Nicht nur die Ermittlungen zum Schiedammer Parkmord verliefen nachlässig gegenüber dem Erstverdächtigen B., auch der damals elfjährige Junge Maikel wurde von der Polizei brutal verhört, wobei gegen interne polizeiliche Richtlinien verstoßen wurde, und Maikels Vorgesetzter "Experte 2" Ruud Bullens, Professorin für Forensische Kinderpsychologie, wurden vertrauliche Gespräche mit Maikel aufgezeichnet und an die Polizei weitergegeben. Er hat seine verletzt Berufsgeheimnis.
Bullens wurde für seine Rolle als Experte scharf kritisiert. Auch unter sein Einflussnahme hätten Polizei und Justiz die Aussagen des Hauptzeugen Maikel in Frage gestellt, was letztlich dazu führte, dass B. fälschlicherweise im Gefängnis landete.
Bullens wurde von Polizei und Justiz für fast alle schweren Kinderkriminalität als Sachverständiger angefragt. Außerdem betreute er die Studiointerviews der elfjährigen Maikel. Bullens antwortete auf die Vorwürfe im Bericht: „Ich habe bei den Vernehmungen bewusst nicht interveniert. Maikel hat das verkraftet.
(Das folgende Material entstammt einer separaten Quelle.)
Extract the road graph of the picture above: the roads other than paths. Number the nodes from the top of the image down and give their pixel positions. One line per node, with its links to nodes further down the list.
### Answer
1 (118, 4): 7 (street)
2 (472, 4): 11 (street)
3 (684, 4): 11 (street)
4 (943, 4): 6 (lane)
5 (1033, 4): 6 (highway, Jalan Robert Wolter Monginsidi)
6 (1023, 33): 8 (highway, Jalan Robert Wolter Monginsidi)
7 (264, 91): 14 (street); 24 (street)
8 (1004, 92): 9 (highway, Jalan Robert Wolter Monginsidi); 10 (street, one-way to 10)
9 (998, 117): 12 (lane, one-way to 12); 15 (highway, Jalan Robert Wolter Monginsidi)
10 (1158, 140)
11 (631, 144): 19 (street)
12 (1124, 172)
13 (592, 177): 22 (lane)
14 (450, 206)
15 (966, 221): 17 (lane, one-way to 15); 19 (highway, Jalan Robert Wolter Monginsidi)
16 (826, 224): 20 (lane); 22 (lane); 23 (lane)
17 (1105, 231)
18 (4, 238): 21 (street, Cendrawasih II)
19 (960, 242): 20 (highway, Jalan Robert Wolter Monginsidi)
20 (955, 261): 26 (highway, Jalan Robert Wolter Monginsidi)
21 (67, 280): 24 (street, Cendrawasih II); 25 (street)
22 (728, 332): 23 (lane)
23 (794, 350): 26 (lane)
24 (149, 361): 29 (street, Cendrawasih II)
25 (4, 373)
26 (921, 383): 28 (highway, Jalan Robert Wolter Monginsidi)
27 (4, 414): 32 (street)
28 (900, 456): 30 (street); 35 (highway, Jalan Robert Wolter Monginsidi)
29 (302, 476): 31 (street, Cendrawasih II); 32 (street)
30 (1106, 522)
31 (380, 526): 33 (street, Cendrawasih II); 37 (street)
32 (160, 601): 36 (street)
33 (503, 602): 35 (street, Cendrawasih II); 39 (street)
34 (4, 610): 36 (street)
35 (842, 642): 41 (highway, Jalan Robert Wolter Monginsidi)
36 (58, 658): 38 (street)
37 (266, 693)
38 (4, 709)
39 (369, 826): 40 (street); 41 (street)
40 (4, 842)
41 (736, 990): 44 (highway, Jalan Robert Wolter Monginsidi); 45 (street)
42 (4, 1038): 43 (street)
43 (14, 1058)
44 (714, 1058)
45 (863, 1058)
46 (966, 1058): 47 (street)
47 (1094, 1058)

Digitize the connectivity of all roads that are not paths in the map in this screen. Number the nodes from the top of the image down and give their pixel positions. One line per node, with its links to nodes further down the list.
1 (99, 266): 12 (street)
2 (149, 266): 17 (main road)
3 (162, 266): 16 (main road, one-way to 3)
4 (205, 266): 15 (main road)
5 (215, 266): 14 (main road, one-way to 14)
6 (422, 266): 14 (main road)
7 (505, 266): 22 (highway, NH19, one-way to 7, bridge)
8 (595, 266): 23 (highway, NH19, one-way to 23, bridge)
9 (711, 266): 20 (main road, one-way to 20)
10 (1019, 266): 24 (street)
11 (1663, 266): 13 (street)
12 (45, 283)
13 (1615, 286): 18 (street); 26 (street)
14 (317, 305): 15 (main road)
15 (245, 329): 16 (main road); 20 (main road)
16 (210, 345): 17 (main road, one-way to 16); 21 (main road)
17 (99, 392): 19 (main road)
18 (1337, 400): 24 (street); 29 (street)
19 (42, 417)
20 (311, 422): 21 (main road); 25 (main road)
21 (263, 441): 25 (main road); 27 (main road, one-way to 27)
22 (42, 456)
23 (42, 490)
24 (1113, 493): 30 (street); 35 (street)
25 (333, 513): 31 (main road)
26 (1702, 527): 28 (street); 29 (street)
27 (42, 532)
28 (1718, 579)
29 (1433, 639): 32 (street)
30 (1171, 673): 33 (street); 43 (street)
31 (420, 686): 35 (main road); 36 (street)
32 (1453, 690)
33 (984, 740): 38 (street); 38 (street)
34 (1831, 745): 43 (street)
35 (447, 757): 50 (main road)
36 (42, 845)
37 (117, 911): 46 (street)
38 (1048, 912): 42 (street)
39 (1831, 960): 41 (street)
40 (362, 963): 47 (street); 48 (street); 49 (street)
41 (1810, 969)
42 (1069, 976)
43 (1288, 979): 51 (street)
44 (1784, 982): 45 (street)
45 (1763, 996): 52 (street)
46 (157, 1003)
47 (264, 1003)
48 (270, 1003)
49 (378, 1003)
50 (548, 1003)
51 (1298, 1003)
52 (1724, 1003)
Für ein so besonderes Kind wäre das Eingreifen viel traumatischer gewesen musste ihm diesen Raum geben.
Die Rotterdamer Polizei hatte erklärt, sie habe sich „bewusst“ dafür entschieden, Maikel als (Mit-)Verdächtigen anzuhören. "Diese schwere Schlussfolgerung basierte auf der ausgesprochenen Meinung von Experte 2, der der Meinung war, dass Maikel ein großes Geheimnis in sich trägt." Das war der Grund und die Rechtfertigung dafür, immer wieder entschieden gegen Maikel vorzugehen.[3]
Nach der Veröffentlichung des Berichts der Posthumus-Kommission begann Bullens einen langen Kampf, sich von jeder Schuld freizumachen. richtig und leitete ein Verfahren gegen den Staat und Generalanwalt Frits Posthumus ein, der den Ausschuss zur Untersuchung von Fehlern der Polizei und der Justiz leitete.
Bullens war vorgeworfen worden, auf dem Stuhl des Detektivs zu sitzen, Maikels Aussagen nicht zu glauben und die Täterbeschreibung des Kindes als Unsinn abzutun. Außerdem griff Bullens nicht ein, als Detektive mit Maikel harsch nachspielten, wie der Junge vom Täter angegriffen worden war.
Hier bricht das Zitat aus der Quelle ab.